Ebola vaccine fast-tracked, to begin first human trial as last virus-free region of Liberia falls

'Mystery' fever in DRC; Sierra Leone passes two-year jail terms for hiding Ebola victims; and South Africa lists Kenya, Ethiopia as 'medium risk'.

A VACCINE developed by researchers at the US National Institutes of Health has been fast-tracked by regulators and is expected to begin its first human safety trial by September.

The virus has spread relentlessly through Liberia, Guinea and Sierra Leone, and Nigeria has also been affected despite showing some progress in fighting the epidemic, which has killed 1,427 people since March.

The vaccine is based on a chimpanzee adenovirus, a relative of cold viruses. Scientists are racing to begin the first human safety tests of two experimental Ebola vaccines, but it won’t be easy to prove that the shots and other potential treatments in the pipeline really work.

British drugmaker GlaxoSmithKline has said it is currently ushering the potential injection through the development process, after acquiring its original developer, vaccine specialist Okairos AG for, US$325 million last year.

Studies show the vaccine could protect monkeys from the virus. There are no proven drugs or vaccines for Ebola, a disease so rare that it’s been hard to attract investments in countermeasures.

‘Success’ stories

However, two American missionaries who contracted Ebola while treating patients in Liberia made a full recovery in the United States. The two were treated with experimental drug ZMapp, which was also given to two Liberian doctors. They are said to be “recovering” well.

The failure of west African countries to bring the epidemic under control has worried its neighbours and nations further afield.

South Africa has announced a total travel ban for all non-citizens travelling from high risk countries, unless the travel is considered absolutely essential.

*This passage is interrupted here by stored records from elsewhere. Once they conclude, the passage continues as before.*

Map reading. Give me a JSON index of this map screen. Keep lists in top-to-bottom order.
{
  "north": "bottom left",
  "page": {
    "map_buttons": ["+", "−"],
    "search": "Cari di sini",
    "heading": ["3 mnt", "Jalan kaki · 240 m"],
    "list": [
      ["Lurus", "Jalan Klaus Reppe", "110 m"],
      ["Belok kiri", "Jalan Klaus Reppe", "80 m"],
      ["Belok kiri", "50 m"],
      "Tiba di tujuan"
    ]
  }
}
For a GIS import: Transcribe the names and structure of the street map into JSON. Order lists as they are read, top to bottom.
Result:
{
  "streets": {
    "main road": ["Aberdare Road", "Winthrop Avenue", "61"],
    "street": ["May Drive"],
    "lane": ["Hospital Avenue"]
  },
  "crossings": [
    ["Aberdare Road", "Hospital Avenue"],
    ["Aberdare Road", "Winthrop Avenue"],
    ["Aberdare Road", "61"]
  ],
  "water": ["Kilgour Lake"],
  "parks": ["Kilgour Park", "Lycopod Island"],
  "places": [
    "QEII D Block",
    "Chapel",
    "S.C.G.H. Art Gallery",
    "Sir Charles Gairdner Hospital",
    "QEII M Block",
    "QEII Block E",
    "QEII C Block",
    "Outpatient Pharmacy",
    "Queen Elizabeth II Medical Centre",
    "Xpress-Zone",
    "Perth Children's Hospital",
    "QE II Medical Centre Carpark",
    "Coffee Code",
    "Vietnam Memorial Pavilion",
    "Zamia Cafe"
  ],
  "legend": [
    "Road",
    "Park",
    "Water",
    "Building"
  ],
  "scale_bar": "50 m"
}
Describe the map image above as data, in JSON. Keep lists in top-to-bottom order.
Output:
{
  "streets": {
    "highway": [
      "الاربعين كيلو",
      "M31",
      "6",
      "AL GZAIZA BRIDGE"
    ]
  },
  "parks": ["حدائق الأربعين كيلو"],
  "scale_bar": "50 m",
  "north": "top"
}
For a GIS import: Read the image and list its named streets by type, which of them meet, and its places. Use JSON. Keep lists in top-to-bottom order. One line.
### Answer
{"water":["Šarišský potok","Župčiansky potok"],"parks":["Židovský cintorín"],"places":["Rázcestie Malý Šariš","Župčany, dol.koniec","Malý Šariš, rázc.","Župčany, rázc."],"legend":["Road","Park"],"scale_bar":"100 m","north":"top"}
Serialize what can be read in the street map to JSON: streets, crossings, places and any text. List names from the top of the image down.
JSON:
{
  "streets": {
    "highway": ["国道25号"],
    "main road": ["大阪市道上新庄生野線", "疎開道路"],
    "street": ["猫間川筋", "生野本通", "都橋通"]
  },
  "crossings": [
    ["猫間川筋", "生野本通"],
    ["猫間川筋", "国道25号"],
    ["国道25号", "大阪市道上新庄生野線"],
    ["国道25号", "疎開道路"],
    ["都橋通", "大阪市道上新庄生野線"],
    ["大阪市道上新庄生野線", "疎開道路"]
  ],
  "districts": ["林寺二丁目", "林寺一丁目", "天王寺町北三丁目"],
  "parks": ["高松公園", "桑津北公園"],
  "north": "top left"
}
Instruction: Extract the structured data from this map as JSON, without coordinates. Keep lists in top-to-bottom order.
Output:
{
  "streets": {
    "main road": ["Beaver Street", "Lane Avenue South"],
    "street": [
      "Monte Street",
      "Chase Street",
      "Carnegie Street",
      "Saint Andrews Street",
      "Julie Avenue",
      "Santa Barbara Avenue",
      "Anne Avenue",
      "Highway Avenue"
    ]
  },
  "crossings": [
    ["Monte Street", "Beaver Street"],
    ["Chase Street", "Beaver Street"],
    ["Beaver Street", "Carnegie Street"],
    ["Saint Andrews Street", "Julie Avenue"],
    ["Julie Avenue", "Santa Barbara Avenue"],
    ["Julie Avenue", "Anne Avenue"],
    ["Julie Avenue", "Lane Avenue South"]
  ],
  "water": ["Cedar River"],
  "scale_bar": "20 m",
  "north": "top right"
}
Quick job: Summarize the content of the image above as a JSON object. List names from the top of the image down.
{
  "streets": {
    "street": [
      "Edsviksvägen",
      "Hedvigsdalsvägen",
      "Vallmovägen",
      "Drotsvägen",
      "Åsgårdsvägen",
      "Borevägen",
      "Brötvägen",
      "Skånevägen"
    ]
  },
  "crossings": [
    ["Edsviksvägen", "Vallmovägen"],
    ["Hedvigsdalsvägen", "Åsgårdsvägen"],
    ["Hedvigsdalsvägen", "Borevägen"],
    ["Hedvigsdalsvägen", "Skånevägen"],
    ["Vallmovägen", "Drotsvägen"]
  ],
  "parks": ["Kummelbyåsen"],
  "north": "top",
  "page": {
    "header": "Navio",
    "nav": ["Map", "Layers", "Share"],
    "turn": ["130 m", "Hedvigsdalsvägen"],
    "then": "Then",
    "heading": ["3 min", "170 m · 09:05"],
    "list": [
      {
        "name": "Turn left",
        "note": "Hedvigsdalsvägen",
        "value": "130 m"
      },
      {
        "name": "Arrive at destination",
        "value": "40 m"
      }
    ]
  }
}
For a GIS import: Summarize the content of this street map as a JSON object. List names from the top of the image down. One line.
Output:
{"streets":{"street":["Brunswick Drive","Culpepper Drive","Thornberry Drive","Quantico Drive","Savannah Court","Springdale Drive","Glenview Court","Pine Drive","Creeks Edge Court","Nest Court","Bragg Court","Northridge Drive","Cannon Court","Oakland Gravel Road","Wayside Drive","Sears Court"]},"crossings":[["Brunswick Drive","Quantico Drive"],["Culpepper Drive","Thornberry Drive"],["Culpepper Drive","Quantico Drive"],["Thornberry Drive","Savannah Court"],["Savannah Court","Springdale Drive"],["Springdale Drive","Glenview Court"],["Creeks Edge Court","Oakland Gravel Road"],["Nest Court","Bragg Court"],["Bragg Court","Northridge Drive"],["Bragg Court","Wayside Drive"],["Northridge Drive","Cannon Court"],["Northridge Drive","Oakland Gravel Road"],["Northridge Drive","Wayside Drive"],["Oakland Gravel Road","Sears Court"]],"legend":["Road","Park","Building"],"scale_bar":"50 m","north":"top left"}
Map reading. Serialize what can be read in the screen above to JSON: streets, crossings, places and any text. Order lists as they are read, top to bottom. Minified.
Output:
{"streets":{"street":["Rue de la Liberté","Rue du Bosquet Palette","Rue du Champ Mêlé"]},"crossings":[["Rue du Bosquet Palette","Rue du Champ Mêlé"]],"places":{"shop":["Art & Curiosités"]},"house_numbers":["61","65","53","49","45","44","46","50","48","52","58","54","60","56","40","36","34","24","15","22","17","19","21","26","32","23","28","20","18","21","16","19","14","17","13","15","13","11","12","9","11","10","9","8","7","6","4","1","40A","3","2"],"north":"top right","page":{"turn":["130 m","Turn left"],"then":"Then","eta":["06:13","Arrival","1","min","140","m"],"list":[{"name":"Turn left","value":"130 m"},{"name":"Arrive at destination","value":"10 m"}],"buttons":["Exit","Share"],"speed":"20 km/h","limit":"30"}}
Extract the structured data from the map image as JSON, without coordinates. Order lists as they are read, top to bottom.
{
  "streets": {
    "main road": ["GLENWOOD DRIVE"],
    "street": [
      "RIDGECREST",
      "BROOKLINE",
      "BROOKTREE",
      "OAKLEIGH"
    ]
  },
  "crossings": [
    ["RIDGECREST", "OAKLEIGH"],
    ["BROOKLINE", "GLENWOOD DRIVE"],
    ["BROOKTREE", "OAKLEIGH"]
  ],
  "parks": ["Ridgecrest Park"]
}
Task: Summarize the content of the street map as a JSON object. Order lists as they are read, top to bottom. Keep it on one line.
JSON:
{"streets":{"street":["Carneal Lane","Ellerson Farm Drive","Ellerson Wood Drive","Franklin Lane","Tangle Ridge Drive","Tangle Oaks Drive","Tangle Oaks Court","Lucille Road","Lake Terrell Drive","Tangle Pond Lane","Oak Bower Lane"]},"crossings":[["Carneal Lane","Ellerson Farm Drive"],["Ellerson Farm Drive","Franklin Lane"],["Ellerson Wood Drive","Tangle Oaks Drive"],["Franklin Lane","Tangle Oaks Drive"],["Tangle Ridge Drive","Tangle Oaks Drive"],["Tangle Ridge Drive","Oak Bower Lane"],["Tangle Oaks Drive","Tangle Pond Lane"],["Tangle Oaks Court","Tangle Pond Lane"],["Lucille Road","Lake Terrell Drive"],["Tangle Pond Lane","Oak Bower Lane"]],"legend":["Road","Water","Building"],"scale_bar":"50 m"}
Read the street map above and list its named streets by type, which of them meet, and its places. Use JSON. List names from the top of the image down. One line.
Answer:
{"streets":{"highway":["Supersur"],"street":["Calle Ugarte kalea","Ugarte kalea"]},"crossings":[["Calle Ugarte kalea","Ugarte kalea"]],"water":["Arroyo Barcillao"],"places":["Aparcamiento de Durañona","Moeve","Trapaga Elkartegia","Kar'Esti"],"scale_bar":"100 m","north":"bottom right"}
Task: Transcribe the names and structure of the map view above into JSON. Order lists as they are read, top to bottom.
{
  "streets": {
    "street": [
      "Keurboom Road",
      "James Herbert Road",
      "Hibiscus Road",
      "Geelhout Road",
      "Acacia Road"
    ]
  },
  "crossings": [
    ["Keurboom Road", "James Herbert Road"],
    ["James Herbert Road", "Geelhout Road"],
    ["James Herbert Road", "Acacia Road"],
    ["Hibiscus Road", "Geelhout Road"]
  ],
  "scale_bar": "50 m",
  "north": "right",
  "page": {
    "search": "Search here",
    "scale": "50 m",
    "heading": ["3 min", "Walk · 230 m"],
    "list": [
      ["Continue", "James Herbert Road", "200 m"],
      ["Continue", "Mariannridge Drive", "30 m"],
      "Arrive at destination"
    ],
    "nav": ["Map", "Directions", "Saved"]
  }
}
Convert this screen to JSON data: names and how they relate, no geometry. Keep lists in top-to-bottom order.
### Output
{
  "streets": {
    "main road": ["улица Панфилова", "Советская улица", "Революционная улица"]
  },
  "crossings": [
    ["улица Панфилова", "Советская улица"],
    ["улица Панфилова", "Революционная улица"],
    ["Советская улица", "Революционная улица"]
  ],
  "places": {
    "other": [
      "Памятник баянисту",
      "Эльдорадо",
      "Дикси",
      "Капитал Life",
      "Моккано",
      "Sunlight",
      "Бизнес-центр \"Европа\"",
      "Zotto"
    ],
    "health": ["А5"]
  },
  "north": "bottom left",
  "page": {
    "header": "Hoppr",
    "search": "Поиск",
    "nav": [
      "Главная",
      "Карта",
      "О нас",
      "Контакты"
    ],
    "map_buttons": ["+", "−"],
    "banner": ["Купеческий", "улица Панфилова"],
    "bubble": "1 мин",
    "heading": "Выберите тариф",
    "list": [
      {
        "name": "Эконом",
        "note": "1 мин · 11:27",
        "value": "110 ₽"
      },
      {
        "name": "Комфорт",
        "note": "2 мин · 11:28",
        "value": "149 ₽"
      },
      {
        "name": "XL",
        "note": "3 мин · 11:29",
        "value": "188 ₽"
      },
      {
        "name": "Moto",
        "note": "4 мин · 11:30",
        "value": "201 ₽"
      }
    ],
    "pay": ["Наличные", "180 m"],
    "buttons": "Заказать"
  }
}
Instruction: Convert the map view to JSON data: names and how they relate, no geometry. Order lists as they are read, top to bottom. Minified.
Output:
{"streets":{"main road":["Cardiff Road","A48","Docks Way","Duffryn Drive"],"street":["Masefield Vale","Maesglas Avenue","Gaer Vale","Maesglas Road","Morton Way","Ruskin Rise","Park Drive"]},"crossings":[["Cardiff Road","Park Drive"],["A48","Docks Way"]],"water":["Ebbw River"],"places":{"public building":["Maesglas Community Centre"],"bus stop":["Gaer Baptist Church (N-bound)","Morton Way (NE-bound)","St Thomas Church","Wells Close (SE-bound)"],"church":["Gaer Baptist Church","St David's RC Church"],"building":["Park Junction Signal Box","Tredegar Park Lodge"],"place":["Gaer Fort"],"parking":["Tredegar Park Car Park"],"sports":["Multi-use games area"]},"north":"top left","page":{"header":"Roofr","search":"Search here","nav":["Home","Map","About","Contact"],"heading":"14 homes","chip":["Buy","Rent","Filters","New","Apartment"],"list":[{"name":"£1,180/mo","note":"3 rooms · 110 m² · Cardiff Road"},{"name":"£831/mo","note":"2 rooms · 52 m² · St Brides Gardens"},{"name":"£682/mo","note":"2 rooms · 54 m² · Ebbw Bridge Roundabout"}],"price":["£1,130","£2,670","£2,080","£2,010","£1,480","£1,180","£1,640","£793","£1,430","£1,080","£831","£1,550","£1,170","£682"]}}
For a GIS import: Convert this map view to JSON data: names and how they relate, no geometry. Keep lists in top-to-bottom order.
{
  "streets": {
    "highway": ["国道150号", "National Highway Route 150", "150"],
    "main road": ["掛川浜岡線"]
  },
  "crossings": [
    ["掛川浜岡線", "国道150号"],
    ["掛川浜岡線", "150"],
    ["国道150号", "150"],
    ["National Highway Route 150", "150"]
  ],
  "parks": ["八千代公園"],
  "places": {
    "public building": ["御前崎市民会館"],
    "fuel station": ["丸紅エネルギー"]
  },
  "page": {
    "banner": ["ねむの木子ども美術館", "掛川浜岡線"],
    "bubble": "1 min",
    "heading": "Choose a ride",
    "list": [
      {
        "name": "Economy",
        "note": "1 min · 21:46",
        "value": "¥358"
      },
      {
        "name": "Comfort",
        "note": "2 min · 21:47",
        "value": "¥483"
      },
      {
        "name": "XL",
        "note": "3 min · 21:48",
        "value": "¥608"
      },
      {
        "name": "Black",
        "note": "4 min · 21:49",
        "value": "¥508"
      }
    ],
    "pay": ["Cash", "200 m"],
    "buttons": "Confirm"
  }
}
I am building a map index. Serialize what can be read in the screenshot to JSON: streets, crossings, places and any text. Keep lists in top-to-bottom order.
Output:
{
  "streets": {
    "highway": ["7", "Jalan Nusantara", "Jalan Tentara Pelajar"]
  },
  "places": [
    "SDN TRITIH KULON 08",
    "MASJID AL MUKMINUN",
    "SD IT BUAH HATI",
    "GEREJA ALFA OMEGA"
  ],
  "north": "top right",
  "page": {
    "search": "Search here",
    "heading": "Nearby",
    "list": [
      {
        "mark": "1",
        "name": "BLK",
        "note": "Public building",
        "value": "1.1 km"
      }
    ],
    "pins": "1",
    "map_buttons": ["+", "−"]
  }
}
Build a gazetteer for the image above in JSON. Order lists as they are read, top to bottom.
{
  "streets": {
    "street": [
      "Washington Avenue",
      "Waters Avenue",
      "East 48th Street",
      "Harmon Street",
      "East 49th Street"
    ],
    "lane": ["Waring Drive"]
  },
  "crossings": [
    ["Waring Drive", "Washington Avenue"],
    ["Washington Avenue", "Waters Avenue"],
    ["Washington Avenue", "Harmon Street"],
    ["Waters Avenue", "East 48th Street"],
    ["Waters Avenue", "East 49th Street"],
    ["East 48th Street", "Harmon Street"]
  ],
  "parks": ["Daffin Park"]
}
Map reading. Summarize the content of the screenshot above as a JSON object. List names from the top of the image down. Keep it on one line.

The ban applies to travellers from high risk countries—Guinea, Liberia and Sierra Leone, Health Ministry spokesperson Joe Maila said.

The South African government listed Nigeria, Kenya and Ethiopia as “medium risk” countries. While Nigeria has had about a dozen cases of Ebola, Kenya and Ethiopia haven’t but their national carriers are very active in West Africa.

Likewise Senegal on Thursday closed its land border with Guinea, where 396 people have died to date, in an attempt to stop the epidemic reaching it.

Gabon, meanwhile, suspended flights and maritime links from affected countries, and said it would deliver visas to travellers coming from the Ebola zone “on a case-by-case basis”.

In a further, urgent effort to contain the epidemic, Sierra Leone’s parliament passed a law on Friday that imposes a jail term of up to two years for anyone concealing an Ebola-infected patient.

Sierra Leone has been one of the hardest hit by the epidemic, with 374 deaths and 907 cases since the outbreak began.

For Liberia, the news only got worse and its isolation could grow further. Ebola has now hit every region of the country, officials said Friday, as the World Health Organisation (WHO) warned the fight against the worst-ever outbreak of the killer disease would take months.

After seeing people fall to the deadly virus in area after area, Liberia said two people had succumbed to the virus in Sinoe province, the last Ebola-free bastion in a country that has seen the biggest toll with 624 deaths.

“(Sinoe) was the last area untouched by Ebola,” George Williams, head of the Health Workers Association of Liberia, told AFP.

Ebola chaos

The country has witnessed chaotic scenes in recent days following a surge in the number of patients dying of the hemorrhagic fever.

Aid workers said crematoriums in the capital of Monrovia were struggling to deal with bodies arriving every day, and earlier this week, violence erupted in an Ebola quarantine zone in the capital after soldiers opened fire on protesting crowds.

In a bid to ease the crisis, medical charity Doctors Without Borders (MSF) is working on nearly quadrupling the capacity of its Ebola centre in Monrovia.

“Currently we have around 60 patients for a capacity of 120 beds,” said Henry Gray, an MSF coordinator.

“And we are making our site bigger. In the next 10 days, we hope to have a location that can welcome up to 400 patients.”

DRC sees strange case

In neighbouring Nigeria, officials said Friday that two more people had tested positive for Ebola, taking the total number of confirmed cases to 14, including five deaths.

Meanwhile, as fears grow that the outbreak will spread across Africa, the Democratic Republic of Congo (DRC)—where Ebola was first identified in 1976 in what was then Zaire - said a fever of unidentified origin had killed 13 people in the country’s northwest since August 11.

But a WHO official and MSF said Friday it was too soon to tell whether a haemorrhagic fever caused the deaths, and the results of swabs are due in a week’s time.